IBC – Have you had enough yet? It seems patently obvious that the following rules should be applied when considering ANY block format:


  1. Don’t bother looking at the Block Constructed Environment until the third set for the Block has been released.

  2. All of the cards that you thought were good in the first two sets are only sideboard worthy, so try not to invest in any until the last minute (besides, you’ll need to save your money for step c.)

  3. Buy 36 boosters of the aforementioned third set, shuffle the rares together with 24 (appropriate) land, and use THIS as your Block Constructed deck. Why not? It’s got all the best freakin’ cards in it, eh?

*SIGH*


So, I ask again:”IBC – have you had enough yet?”


That’s what I thought.


Anyway, that’s something approaching an ‘on topic’ subject, so I’ll digress. All work and no play makes Jack a dull, but rather affluent, boy; so, how about flexing your creative muscle (that’s”CREATIVE” not”PRO-CREATIVE” – saucy!) and wax lyrical in a Magical sense? Once more, for your nibblage, I present a Swiss Army Knife’s worth of poetic variations.
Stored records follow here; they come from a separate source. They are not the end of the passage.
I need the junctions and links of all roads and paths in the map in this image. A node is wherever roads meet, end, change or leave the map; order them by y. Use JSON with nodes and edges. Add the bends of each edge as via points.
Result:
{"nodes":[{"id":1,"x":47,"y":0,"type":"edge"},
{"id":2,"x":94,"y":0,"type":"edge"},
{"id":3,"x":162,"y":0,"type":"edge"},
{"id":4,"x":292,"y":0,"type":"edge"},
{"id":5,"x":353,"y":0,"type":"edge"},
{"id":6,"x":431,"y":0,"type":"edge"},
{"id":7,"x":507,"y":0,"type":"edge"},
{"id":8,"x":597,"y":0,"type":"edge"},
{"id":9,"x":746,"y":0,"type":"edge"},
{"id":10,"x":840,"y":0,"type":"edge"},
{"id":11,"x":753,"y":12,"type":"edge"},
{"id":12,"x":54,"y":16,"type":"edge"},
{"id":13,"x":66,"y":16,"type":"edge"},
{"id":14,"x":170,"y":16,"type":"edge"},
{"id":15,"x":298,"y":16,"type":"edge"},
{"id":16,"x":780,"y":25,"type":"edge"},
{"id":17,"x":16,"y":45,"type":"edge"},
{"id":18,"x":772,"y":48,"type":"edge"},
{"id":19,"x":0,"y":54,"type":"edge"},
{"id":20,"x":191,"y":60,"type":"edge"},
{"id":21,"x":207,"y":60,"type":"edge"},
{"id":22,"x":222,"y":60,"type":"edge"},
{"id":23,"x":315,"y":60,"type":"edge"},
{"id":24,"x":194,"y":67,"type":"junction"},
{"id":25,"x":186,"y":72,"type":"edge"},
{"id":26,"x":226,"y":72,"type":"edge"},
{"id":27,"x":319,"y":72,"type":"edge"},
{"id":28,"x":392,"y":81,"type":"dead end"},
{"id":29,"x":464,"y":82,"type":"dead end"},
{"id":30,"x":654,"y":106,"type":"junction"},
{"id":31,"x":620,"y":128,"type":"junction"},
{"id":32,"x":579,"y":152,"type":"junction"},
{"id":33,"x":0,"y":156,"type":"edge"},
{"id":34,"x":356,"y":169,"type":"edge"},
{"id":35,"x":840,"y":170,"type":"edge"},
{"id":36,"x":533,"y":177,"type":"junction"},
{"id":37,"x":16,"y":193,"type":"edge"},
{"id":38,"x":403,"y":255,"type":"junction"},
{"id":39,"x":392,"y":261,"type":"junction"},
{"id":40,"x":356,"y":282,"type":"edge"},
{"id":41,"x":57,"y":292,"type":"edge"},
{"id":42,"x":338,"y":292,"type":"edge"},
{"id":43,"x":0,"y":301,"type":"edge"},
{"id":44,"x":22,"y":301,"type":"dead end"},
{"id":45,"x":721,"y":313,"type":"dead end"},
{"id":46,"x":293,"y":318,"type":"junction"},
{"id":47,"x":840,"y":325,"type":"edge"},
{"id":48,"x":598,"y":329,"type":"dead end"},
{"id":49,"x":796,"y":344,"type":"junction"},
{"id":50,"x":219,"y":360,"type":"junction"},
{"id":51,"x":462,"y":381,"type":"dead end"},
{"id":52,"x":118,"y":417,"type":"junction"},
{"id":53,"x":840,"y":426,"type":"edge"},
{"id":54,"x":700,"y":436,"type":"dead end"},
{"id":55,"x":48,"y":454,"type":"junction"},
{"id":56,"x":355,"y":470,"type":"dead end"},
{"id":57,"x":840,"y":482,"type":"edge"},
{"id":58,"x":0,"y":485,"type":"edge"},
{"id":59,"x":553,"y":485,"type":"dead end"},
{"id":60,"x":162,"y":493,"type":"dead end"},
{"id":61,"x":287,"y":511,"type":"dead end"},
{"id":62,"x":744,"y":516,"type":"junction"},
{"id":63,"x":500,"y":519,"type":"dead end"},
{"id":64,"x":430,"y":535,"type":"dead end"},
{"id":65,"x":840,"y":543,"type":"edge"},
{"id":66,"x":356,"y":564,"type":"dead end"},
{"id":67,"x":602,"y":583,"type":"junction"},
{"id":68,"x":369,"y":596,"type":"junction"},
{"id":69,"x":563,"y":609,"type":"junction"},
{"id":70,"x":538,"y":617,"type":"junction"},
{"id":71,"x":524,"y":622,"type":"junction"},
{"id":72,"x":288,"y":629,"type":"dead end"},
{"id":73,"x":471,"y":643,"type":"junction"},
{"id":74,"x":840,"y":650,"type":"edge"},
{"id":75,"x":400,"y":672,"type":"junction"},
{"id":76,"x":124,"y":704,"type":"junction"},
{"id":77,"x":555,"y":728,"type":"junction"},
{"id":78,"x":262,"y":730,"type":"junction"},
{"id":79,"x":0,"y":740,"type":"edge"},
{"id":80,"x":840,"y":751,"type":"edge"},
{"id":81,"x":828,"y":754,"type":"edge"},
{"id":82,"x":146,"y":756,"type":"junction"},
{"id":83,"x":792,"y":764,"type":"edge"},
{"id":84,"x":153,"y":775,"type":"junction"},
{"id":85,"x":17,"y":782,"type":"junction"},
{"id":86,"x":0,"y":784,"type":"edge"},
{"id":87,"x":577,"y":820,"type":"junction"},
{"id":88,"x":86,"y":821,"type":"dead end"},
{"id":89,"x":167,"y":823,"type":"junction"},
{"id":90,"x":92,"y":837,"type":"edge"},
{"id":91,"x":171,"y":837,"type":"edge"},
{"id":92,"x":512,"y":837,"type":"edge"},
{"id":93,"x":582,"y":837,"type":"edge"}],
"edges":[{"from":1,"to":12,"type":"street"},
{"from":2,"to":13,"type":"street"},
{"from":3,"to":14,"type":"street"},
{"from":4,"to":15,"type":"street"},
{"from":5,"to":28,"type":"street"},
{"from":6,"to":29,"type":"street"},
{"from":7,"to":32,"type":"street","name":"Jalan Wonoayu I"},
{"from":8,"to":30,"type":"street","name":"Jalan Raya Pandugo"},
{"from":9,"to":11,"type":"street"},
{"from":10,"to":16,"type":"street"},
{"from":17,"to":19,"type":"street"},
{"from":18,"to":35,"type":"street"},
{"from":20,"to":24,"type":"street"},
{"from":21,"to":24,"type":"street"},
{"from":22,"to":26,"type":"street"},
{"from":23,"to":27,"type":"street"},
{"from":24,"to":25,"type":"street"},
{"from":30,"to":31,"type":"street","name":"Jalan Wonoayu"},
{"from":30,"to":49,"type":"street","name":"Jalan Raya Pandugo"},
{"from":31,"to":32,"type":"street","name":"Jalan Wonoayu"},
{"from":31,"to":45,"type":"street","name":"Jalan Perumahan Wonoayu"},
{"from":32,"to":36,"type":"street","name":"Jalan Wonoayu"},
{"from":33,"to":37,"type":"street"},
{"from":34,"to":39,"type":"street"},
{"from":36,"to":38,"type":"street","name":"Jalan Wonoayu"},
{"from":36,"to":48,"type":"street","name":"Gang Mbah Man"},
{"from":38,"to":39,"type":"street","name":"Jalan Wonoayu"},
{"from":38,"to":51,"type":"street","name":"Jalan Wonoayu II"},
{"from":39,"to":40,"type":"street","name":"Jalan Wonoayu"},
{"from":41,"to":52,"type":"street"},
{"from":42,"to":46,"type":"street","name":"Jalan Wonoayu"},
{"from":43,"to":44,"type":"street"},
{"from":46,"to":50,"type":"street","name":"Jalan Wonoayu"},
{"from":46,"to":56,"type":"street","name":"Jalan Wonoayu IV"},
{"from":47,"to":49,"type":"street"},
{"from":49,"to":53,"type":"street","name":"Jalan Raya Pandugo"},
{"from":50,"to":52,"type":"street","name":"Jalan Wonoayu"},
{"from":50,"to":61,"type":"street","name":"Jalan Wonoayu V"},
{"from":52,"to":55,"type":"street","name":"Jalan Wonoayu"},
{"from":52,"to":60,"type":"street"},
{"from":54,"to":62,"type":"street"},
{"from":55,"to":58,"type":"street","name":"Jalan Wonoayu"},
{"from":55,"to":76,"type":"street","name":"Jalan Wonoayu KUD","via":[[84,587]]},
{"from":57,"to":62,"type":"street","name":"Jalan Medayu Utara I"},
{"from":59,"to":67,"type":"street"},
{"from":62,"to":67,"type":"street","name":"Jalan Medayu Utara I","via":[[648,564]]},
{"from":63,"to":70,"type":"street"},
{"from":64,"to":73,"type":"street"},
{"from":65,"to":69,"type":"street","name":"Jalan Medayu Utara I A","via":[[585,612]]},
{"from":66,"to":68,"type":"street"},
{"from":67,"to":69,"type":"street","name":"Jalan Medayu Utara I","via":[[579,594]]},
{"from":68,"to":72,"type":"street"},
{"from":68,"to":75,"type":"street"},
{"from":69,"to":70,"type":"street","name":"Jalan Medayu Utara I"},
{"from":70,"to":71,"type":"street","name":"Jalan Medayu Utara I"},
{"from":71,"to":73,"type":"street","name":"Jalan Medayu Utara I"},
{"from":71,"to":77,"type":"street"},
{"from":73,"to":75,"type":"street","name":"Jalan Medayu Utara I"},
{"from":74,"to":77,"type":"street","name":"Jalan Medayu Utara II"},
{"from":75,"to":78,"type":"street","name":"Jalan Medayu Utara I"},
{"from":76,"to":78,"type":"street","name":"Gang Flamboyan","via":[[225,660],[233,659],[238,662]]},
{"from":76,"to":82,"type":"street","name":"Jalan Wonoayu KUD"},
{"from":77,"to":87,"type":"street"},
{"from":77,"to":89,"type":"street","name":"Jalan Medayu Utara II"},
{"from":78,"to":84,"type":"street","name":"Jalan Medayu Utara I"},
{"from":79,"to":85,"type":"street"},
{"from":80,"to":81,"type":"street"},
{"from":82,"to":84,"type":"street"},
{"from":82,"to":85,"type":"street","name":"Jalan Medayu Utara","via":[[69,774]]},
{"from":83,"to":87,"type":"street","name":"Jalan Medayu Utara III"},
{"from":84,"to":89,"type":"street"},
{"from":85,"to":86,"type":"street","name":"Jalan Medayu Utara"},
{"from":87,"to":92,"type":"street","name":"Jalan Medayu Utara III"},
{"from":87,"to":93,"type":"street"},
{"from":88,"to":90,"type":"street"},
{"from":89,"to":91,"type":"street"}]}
WRITE, DAMN YOU! WRITE IN THE NAME OF ALL THAT IS GOOD AND HOLY ON THE FACE OF THE PLANET EARTH!


When Badgers Attack


  1. The Magic Ode

  2. With a simplicity that is almost breathtaking, simply pick the name of a favourite Magic card and write it vertically. Using each letter as the first letter of the first word in each line, compose an homage to said primary CCG component.


    For example:


    When creatures rush to kill you

    Remember that you’ve got

    A spell of awesome power

    This card will kill the lot!

    H
    ordes may gather

    O
    pposite

    F
    ear not, you’re playing white

    G
    o

    O
    n! Just play the card, then

    D
    eath or Glory (just for spite!)


    That’s”WRATH OF GOD,” for the lazy amongst you. Extra points will be awarded to MINION OF TEVESH SZAT lovers.


  3. A Recipe For Disaster

Though not strictly a poetic form, this is a fun jokey variant for those long gaps between turns in your weekly 200-attendee multiplayer yawn-fests! The idea is to take a Magical card or cards or set or deck archetype or something-Magic-related-you-get-the-friggin-idea-by-now, and make up a quick food recipe around it. I guess some examples would be good…

  1. Replenish Stew: Prepare, cook, chuck in bin, then pick up bin and throw all over your guest.

  2. High Tide Omelette: Prepare, cook, serve, and eat all of it yourself (ignoring all guests).

  3. Trinity Green Salad: Overwhelm your guests with vast quantities of canapes.

  1. Nursery Rhymes

    (You know? For kids!) Take the old ones but good ones and bastardise them in such a manner as to make Kate Greenaway boil-in-the-bag. Kids’ll never read ’em, coz they’re too busy killing their school-mates and dealing crack. Go ahead – have some fun for a change…

Par example:


Mary had Aladdin”Lamp”

She rubbed it night and day

And nothing you could say or do

Could take his smile away!


ACTUALLY, SEND ME YOUR OWN CHILDREN’S RHYMES IN AN M:TG STYLE AND I’LL DIG OUT SOMETHING LIKE AN URZA’S RAGE FOR THE BEST!

I love you all (but not without protection),


Tony


* – But then you wouldn’t be”getting it”, then, would you? I’m loathe to argue with a man who is widely regarded as producing Bowie’s best album – and that’s a shed-load of ‘best albums’ to choose from!